Anger As A Fire
A fire can be a beautiful thing to look at but if you add too much fuel it grows unruly before getting completely out of control and becoming quite dangerous.
We could say the same thing about anger. We all know it feels good to be angry sometimes. That burning need to right some wrong is motivating, it fills us with purpose, it quickens the pulse. We don’t align with the idea that humans would be better off eliminating anger from their emotional repertoire. We can think of anger as the visceral response to the felt sense of injustice, to rights being infringed upon. It’s a useful warning bell to have around if we want our world to be a fair place.
The problem is not when anger arises. The problem is adding fuel to the fire, it’s getting drunk on those feelings, it’s translating the anger into violent words and deeds, it’s getting tunnel vision where a seemingly deserving entity is chosen as perpetrator and then attacked.

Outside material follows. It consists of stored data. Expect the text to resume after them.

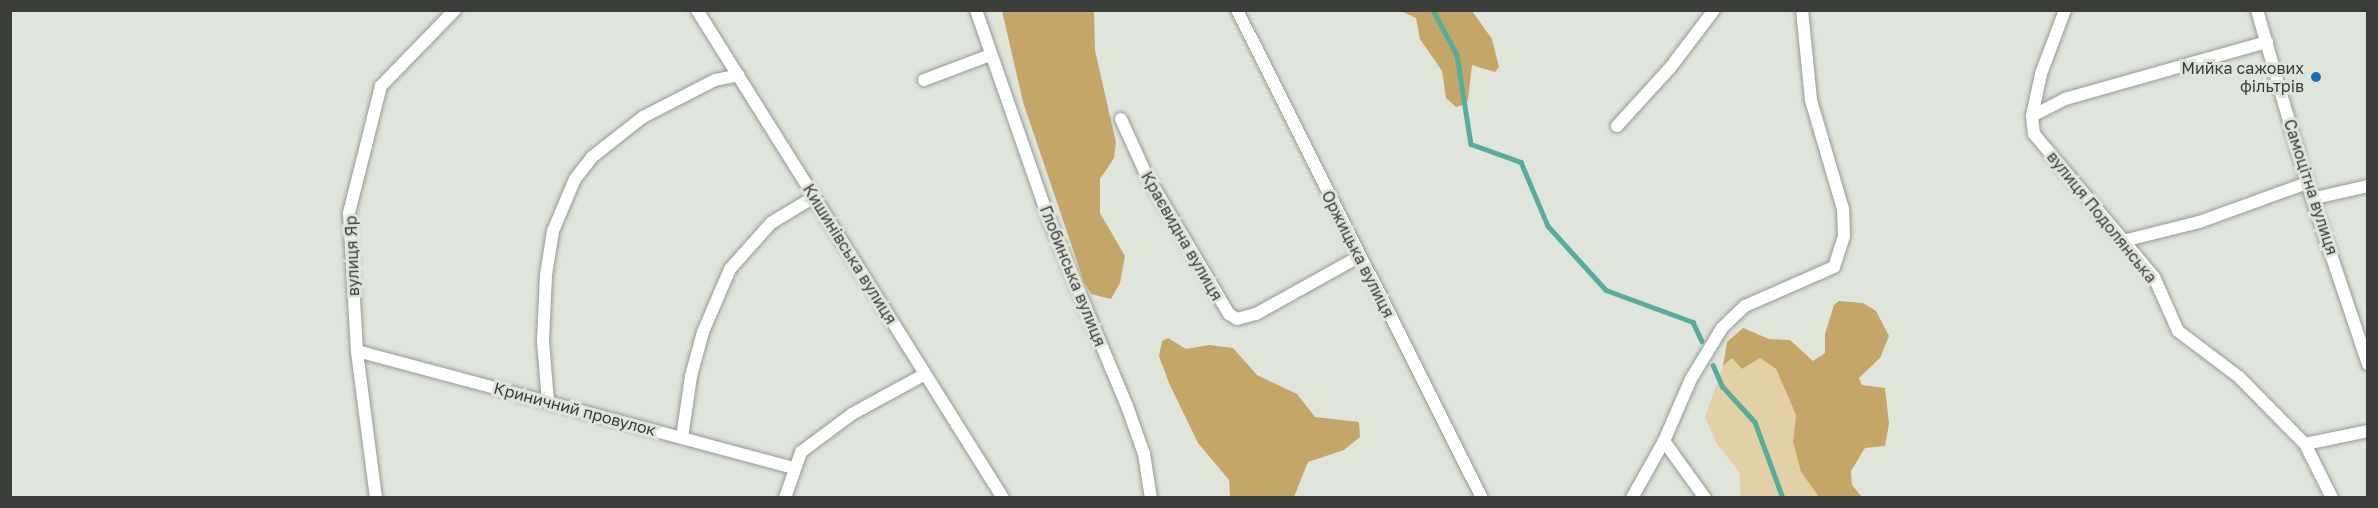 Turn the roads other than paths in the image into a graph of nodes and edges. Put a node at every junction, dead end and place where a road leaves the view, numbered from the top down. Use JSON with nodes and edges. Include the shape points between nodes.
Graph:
{"nodes":[{"id":1,"x":455,"y":10,"type":"edge"},
{"id":2,"x":697,"y":10,"type":"edge"},
{"id":3,"x":976,"y":10,"type":"edge"},
{"id":4,"x":1237,"y":10,"type":"edge"},
{"id":5,"x":1714,"y":10,"type":"edge"},
{"id":6,"x":1802,"y":10,"type":"edge"},
{"id":7,"x":2065,"y":10,"type":"edge"},
{"id":8,"x":2257,"y":10,"type":"edge"},
{"id":9,"x":2267,"y":42,"type":"junction"},
{"id":10,"x":990,"y":55,"type":"junction"},
{"id":11,"x":738,"y":75,"type":"junction"},
{"id":12,"x":924,"y":80,"type":"dead end"},
{"id":13,"x":2032,"y":116,"type":"junction"},
{"id":14,"x":1121,"y":119,"type":"dead end"},
{"id":15,"x":1617,"y":126,"type":"dead end"},
{"id":16,"x":2307,"y":183,"type":"junction"},
{"id":17,"x":2367,"y":186,"type":"edge"},
{"id":18,"x":814,"y":197,"type":"junction"},
{"id":19,"x":2315,"y":198,"type":"junction"},
{"id":20,"x":2123,"y":241,"type":"junction"},
{"id":21,"x":1360,"y":256,"type":"junction"},
{"id":22,"x":357,"y":351,"type":"junction"},
{"id":23,"x":2367,"y":364,"type":"edge"},
{"id":24,"x":925,"y":374,"type":"junction"},
{"id":25,"x":548,"y":402,"type":"junction"},
{"id":26,"x":2367,"y":431,"type":"edge"},
{"id":27,"x":682,"y":438,"type":"junction"},
{"id":28,"x":1664,"y":441,"type":"junction"},
{"id":29,"x":2305,"y":444,"type":"junction"},
{"id":30,"x":793,"y":468,"type":"junction"},
{"id":31,"x":376,"y":498,"type":"edge"},
{"id":32,"x":785,"y":498,"type":"edge"},
{"id":33,"x":1003,"y":498,"type":"edge"},
{"id":34,"x":1151,"y":498,"type":"edge"},
{"id":35,"x":1482,"y":498,"type":"edge"},
{"id":36,"x":1632,"y":498,"type":"edge"},
{"id":37,"x":1705,"y":498,"type":"edge"},
{"id":38,"x":2332,"y":498,"type":"edge"}],
"edges":[{"from":1,"to":22,"type":"street","name":"вулиця Яр","via":[[381,86],[371,117],[349,213]]},
{"from":2,"to":11,"type":"street","name":"Кишинівська вулиця"},
{"from":3,"to":10,"type":"street","name":"Глобинська вулиця"},
{"from":4,"to":21,"type":"street","name":"Оржицька вулиця"},
{"from":5,"to":15,"type":"street","via":[[1670,68]]},
{"from":6,"to":28,"type":"street","via":[[1811,100],[1843,209],[1844,236],[1834,267],[1745,306],[1722,328],[1691,379]]},
{"from":7,"to":13,"type":"street","via":[[2041,74]]},
{"from":8,"to":9,"type":"street","name":"Самоцітна вулиця"},
{"from":9,"to":13,"type":"street","via":[[2065,99]]},
{"from":9,"to":16,"type":"street","name":"Самоцітна вулиця"},
{"from":10,"to":12,"type":"street"},
{"from":10,"to":34,"type":"street","name":"Глобинська вулиця","via":[[1050,222],[1127,406],[1144,454]]},
{"from":11,"to":18,"type":"street","name":"Кишинівська вулиця"},
{"from":11,"to":25,"type":"street","via":[[715,80],[643,117],[592,157],[575,179],[553,231],[546,275],[543,341]]},
{"from":13,"to":20,"type":"street","name":"вулиця Подолянська","via":[[2034,134]]},
{"from":14,"to":21,"type":"street","name":"Краєвидна вулиця","via":[[1145,172],[1229,314],[1237,319],[1256,314]]},
{"from":16,"to":19,"type":"street","name":"Самоцітна вулиця"},
{"from":16,"to":20,"type":"street","via":[[2199,222]]},
{"from":17,"to":19,"type":"street"},
{"from":18,"to":24,"type":"street","name":"Кишинівська вулиця"},
{"from":18,"to":27,"type":"street","via":[[771,223],[730,269],[703,332],[691,376]]},
{"from":19,"to":23,"type":"street","name":"Самоцітна вулиця"},
{"from":20,"to":29,"type":"street","name":"вулиця Подолянська","via":[[2154,277],[2178,331],[2239,377]]},
{"from":21,"to":35,"type":"street","name":"Оржицька вулиця"},
{"from":22,"to":25,"type":"street","name":"Криничний провулок"},
{"from":22,"to":31,"type":"street","name":"вулиця Яр"},
{"from":24,"to":30,"type":"street","via":[[821,435],[801,452]]},
{"from":24,"to":33,"type":"street","name":"Кишинівська вулиця"},
{"from":25,"to":27,"type":"street","name":"Криничний провулок"},
{"from":26,"to":29,"type":"street"},
{"from":27,"to":30,"type":"street","name":"Криничний провулок"},
{"from":28,"to":36,"type":"street"},
{"from":28,"to":37,"type":"street"},
{"from":29,"to":38,"type":"street","name":"вулиця Подолянська"},
{"from":30,"to":32,"type":"street"}]} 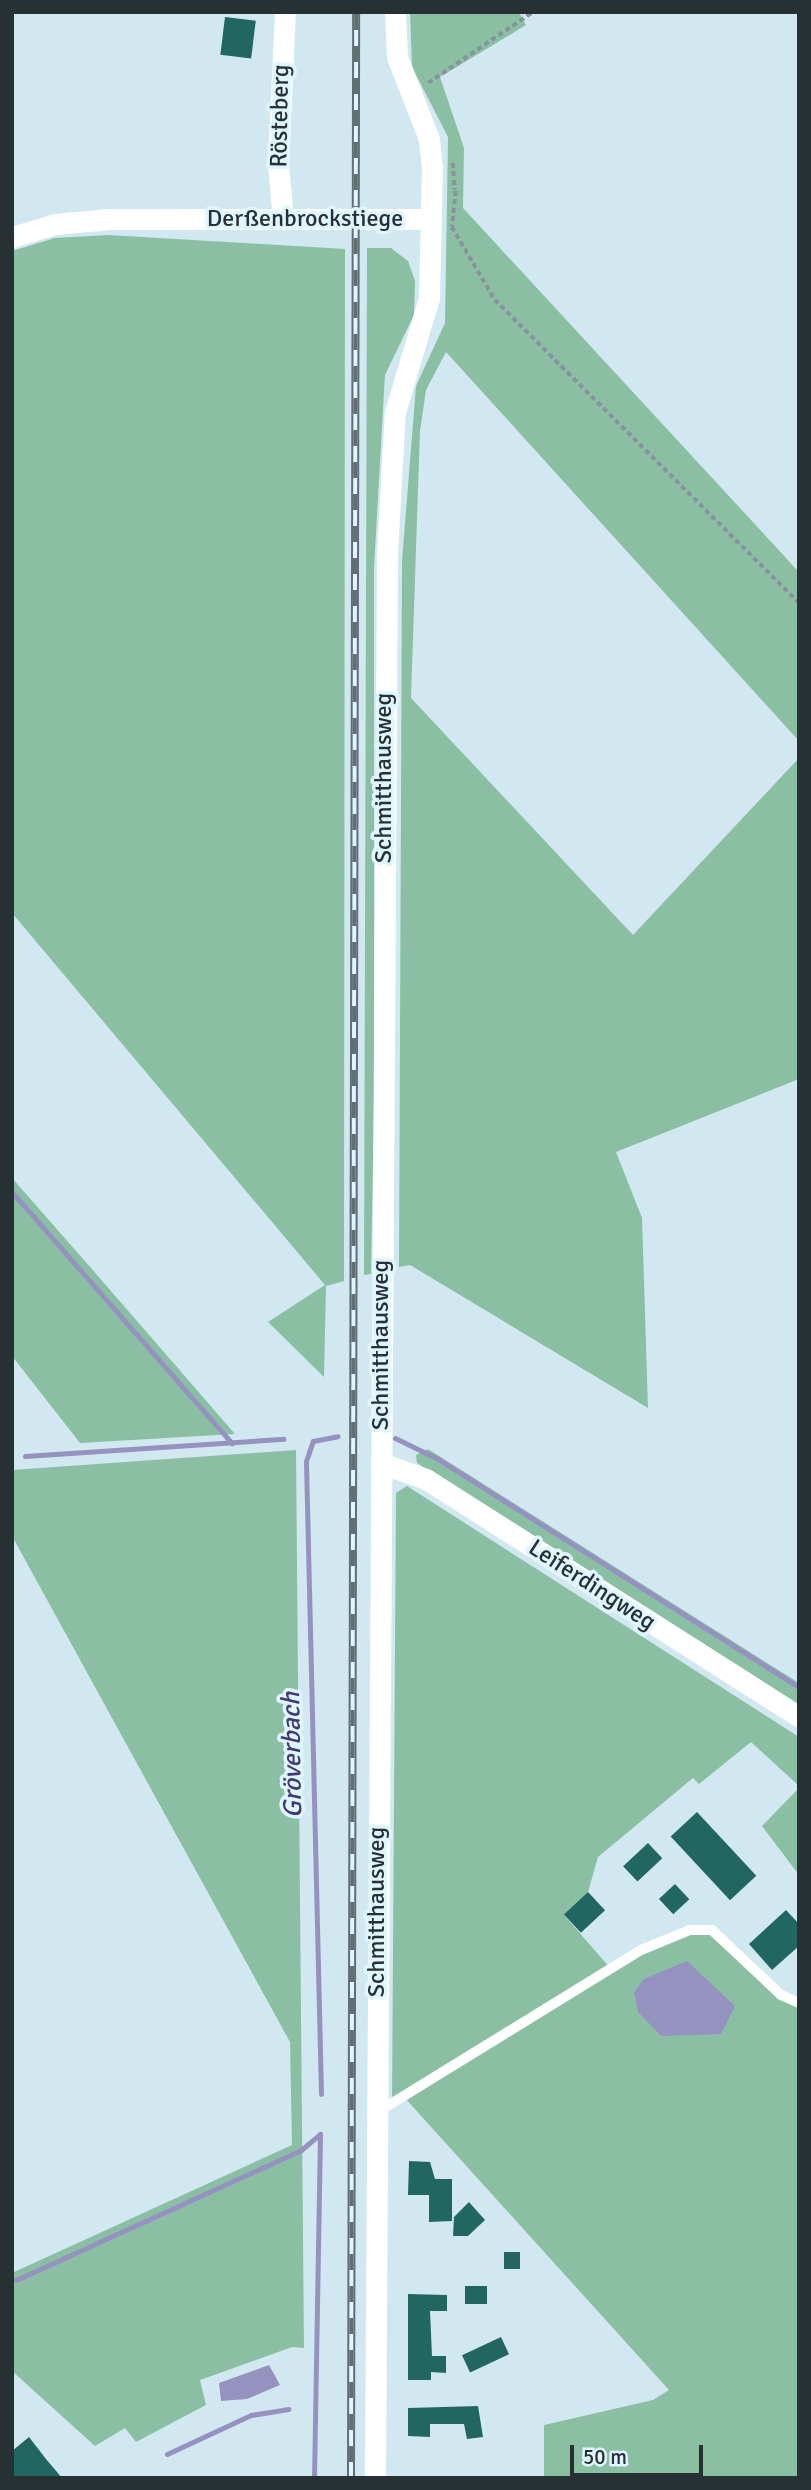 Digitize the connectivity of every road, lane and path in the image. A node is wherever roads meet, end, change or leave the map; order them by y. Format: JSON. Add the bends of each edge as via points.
{"nodes":[{"id":1,"x":285,"y":12,"type":"edge"},
{"id":2,"x":395,"y":12,"type":"edge"},
{"id":3,"x":533,"y":12,"type":"edge"},
{"id":4,"x":432,"y":93,"type":"dead end"},
{"id":5,"x":451,"y":150,"type":"dead end"},
{"id":6,"x":456,"y":191,"type":"junction"},
{"id":7,"x":430,"y":193,"type":"junction"},
{"id":8,"x":283,"y":219,"type":"junction"},
{"id":9,"x":429,"y":219,"type":"junction"},
{"id":10,"x":12,"y":237,"type":"edge"},
{"id":11,"x":799,"y":603,"type":"edge"},
{"id":12,"x":381,"y":1463,"type":"junction"},
{"id":13,"x":799,"y":1717,"type":"edge"},
{"id":14,"x":799,"y":2003,"type":"edge"},
{"id":15,"x":376,"y":2113,"type":"junction"},
{"id":16,"x":375,"y":2478,"type":"edge"}],
"edges":[{"from":1,"to":8,"type":"street","name":"Rösteberg","via":[[278,164]]},
{"from":2,"to":7,"type":"street","name":"Derßenbrockstiege","via":[[397,57],[429,139]]},
{"from":3,"to":4,"type":"path","via":[[427,82]]},
{"from":5,"to":6,"type":"path"},
{"from":6,"to":7,"type":"path"},
{"from":6,"to":11,"type":"path","via":[[452,227],[495,300]]},
{"from":7,"to":9,"type":"street","name":"Derßenbrockstiege"},
{"from":8,"to":9,"type":"street","name":"Derßenbrockstiege"},
{"from":8,"to":10,"type":"street","name":"Derßenbrockstiege","via":[[110,219],[55,224]]},
{"from":9,"to":12,"type":"street","name":"Schmitthausweg","via":[[429,298],[397,401],[387,542]]},
{"from":12,"to":13,"type":"street","name":"Leiferdingweg","via":[[426,1479]]},
{"from":12,"to":15,"type":"street","name":"Schmitthausweg"},
{"from":14,"to":15,"type":"lane","via":[[773,1988],[712,1930],[690,1930],[641,1950]]},
{"from":15,"to":16,"type":"street","name":"Schmitthausweg"}]} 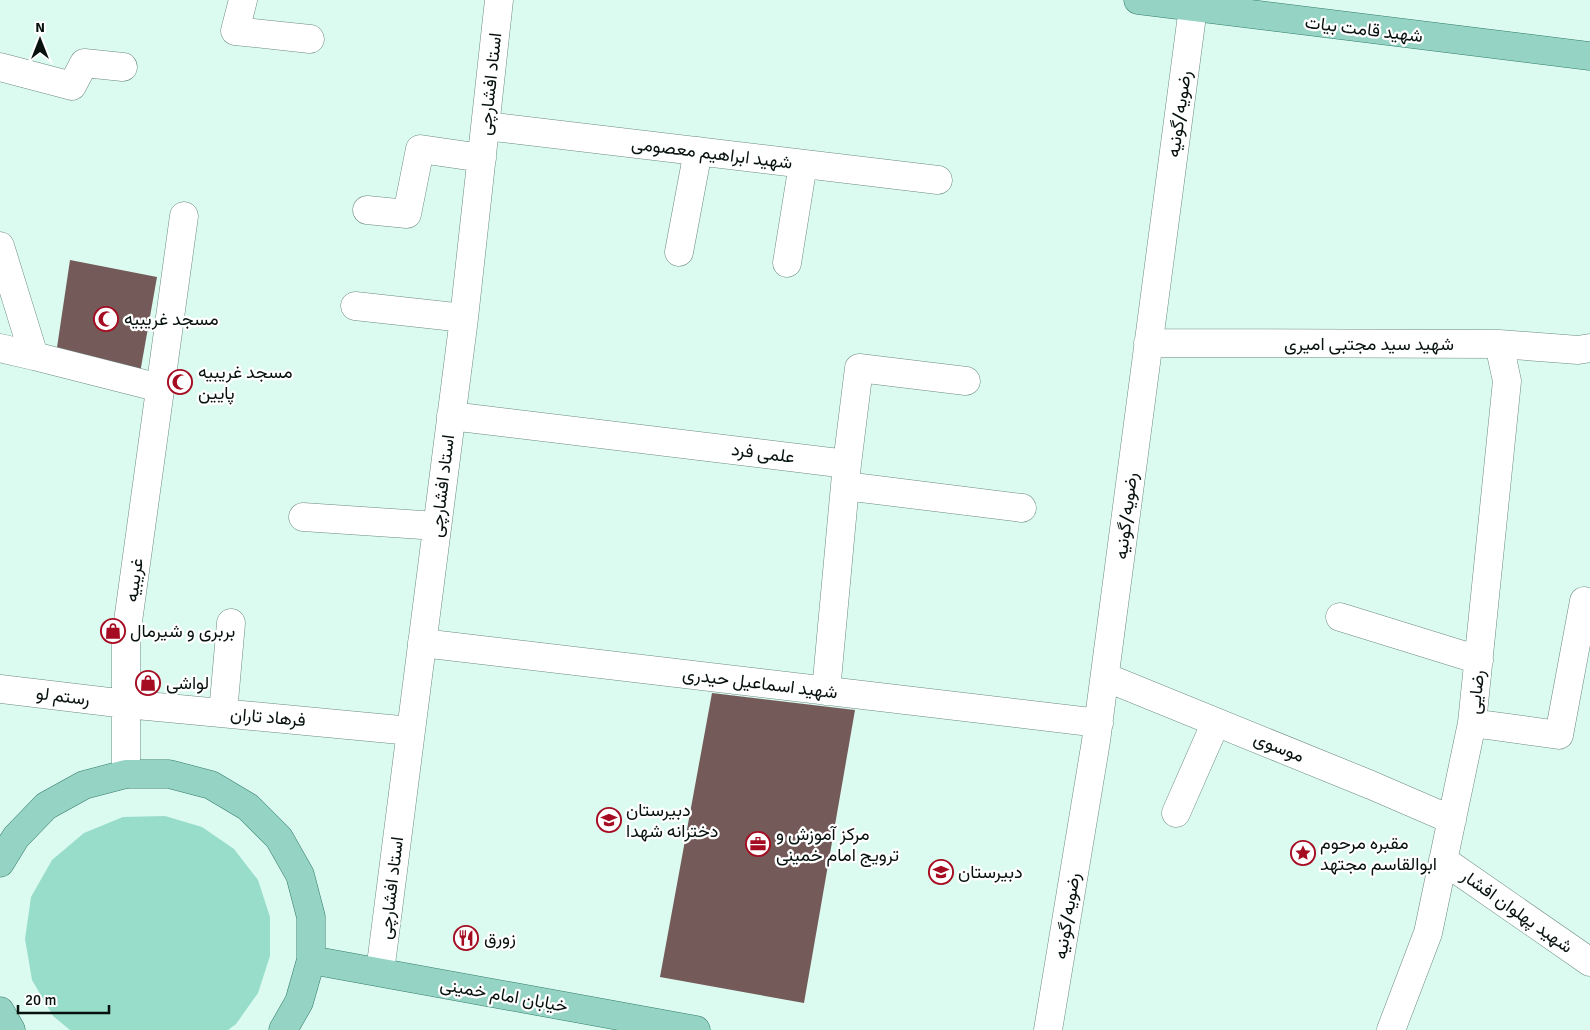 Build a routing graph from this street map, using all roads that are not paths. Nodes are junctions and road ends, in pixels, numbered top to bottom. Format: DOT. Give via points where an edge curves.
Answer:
graph roads {
  1 [pos="243,0"];
  2 [pos="499,0"];
  3 [pos="1138,0"];
  4 [pos="1193,4"];
  5 [pos="310,39"];
  6 [pos="1590,56"];
  7 [pos="0,67"];
  8 [pos="123,67"];
  9 [pos="486,126"];
  10 [pos="698,151"];
  11 [pos="482,158"];
  12 [pos="803,164"];
  13 [pos="938,180"];
  14 [pos="367,210"];
  15 [pos="184,216"];
  16 [pos="0,246"];
  17 [pos="679,252"];
  18 [pos="787,263"];
  19 [pos="355,306"];
  20 [pos="464,318"];
  21 [pos="1148,343"];
  22 [pos="1499,344"];
  23 [pos="0,348"];
  24 [pos="1590,348"];
  25 [pos="34,356"];
  26 [pos="966,380"];
  27 [pos="160,388"];
  28 [pos="451,416"];
  29 [pos="846,475"];
  30 [pos="1022,508"];
  31 [pos="303,517"];
  32 [pos="437,526"];
  33 [pos="1584,601"];
  34 [pos="1340,617"];
  35 [pos="231,623"];
  36 [pos="422,643"];
  37 [pos="1479,660"];
  38 [pos="1105,677"];
  39 [pos="0,689"];
  40 [pos="826,691"];
  41 [pos="126,704"];
  42 [pos="223,713"];
  43 [pos="1216,722"];
  44 [pos="1099,723"];
  45 [pos="1472,723"];
  46 [pos="411,731"];
  47 [pos="126,774"];
  48 [pos="1176,813"];
  49 [pos="1452,820"];
  50 [pos="1443,860"];
  51 [pos="0,863"];
  52 [pos="311,960"];
  53 [pos="1590,962"];
  54 [pos="380,972"];
  55 [pos="0,1012"];
  56 [pos="11,1030"];
  57 [pos="283,1030"];
  58 [pos="696,1030"];
  59 [pos="1048,1030"];
  60 [pos="1391,1030"];
  1 -- 5 [label="street" via="235,30"];
  2 -- 9 [label="street, استاد افشارچی"];
  3 -- 4 [label="main road, شهید قامت بیات"];
  4 -- 6 [label="main road, شهید قامت بیات"];
  4 -- 21 [label="street, رضویه/گونیه"];
  7 -- 8 [label="street" via="72,86 84,63"];
  9 -- 10 [label="street, شهید ابراهیم معصومی"];
  9 -- 11 [label="street, استاد افشارچی"];
  10 -- 12 [label="street, شهید ابراهیم معصومی"];
  10 -- 17 [label="street"];
  11 -- 14 [label="street" via="420,149 407,214"];
  11 -- 20 [label="street, استاد افشارچی"];
  12 -- 13 [label="street, شهید ابراهیم معصومی"];
  12 -- 18 [label="street"];
  15 -- 27 [label="street, غریبیه"];
  16 -- 25 [label="street"];
  19 -- 20 [label="street"];
  20 -- 28 [label="street, استاد افشارچی"];
  21 -- 22 [label="street, شهید سید مجتبی امیری"];
  21 -- 38 [label="street, رضویه/گونیه"];
  22 -- 24 [label="street, شهید سید مجتبی امیری" via="1578,350"];
  22 -- 37 [label="street, رضایی" via="1507,381"];
  23 -- 25 [label="street"];
  25 -- 27 [label="street"];
  26 -- 29 [label="street" via="859,368"];
  27 -- 41 [label="street, غریبیه" via="126,636"];
  28 -- 29 [label="street, علمی فرد"];
  28 -- 32 [label="street, استاد افشارچی"];
  29 -- 30 [label="street, علمی فرد"];
  29 -- 40 [label="street"];
  31 -- 32 [label="street"];
  32 -- 36 [label="street, استاد افشارچی"];
  33 -- 45 [label="street" via="1559,734"];
  34 -- 37 [label="street"];
  35 -- 42 [label="street"];
  36 -- 40 [label="street, شهید اسماعیل حیدری"];
  36 -- 46 [label="street, استاد افشارچی"];
  37 -- 45 [label="street, رضایی"];
  38 -- 43 [label="street, موسوی"];
  38 -- 44 [label="street, رضویه/گونیه"];
  39 -- 41 [label="street, رستم لو"];
  40 -- 44 [label="street, شهید اسماعیل حیدری"];
  41 -- 42 [label="street, فرهاد تاران"];
  41 -- 47 [label="street, غریبیه"];
  42 -- 46 [label="street, فرهاد تاران"];
  43 -- 48 [label="street"];
  43 -- 49 [label="street, موسوی"];
  44 -- 59 [label="street, رضویه/گونیه"];
  45 -- 49 [label="street, رضایی"];
  46 -- 54 [label="street, استاد افشارچی"];
  47 -- 51 [label="main road" via="84,785 46,806 16,837"];
  47 -- 52 [label="main road" via="169,774 211,785 248,808 279,838 300,875 311,917"];
  49 -- 50 [label="street, رضایی"];
  50 -- 53 [label="street, شهید پهلوان افشار"];
  50 -- 60 [label="street, رضایی" via="1428,933"];
  52 -- 54 [label="main road, خیابان امام خمینی"];
  52 -- 57 [label="main road" via="299,1002"];
  54 -- 58 [label="main road, خیابان امام خمینی"];
  55 -- 56 [label="main road"];
}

Some of us unconsciously worry that the loss of anger would almost be as if the infraction that occasioned that anger had never occurred. We worry that without the anger the motivation to make the world right again would dissipate, that an unfair situation would masquerade as a fair situation forever.
But we always retain the existential choice to respond how we see fit, to sense the anger inside of us but to choose love and compassion rather than channeling our anger into violent words and actions. By acting on our anger we dump gasoline on the fire. We invariably find ourselves inhabiting the state more often and at higher intensities as time goes by. We let ourselves get used to being angry, to the point where we and others come to feel like it’s our default state of being, that we’re simply angry people.
If anger is a fire then it must be properly cared for. It is beautiful, hypnotizing actually, but there is a certain point of no return where you cease to control the fire and it’s the fire that controls you.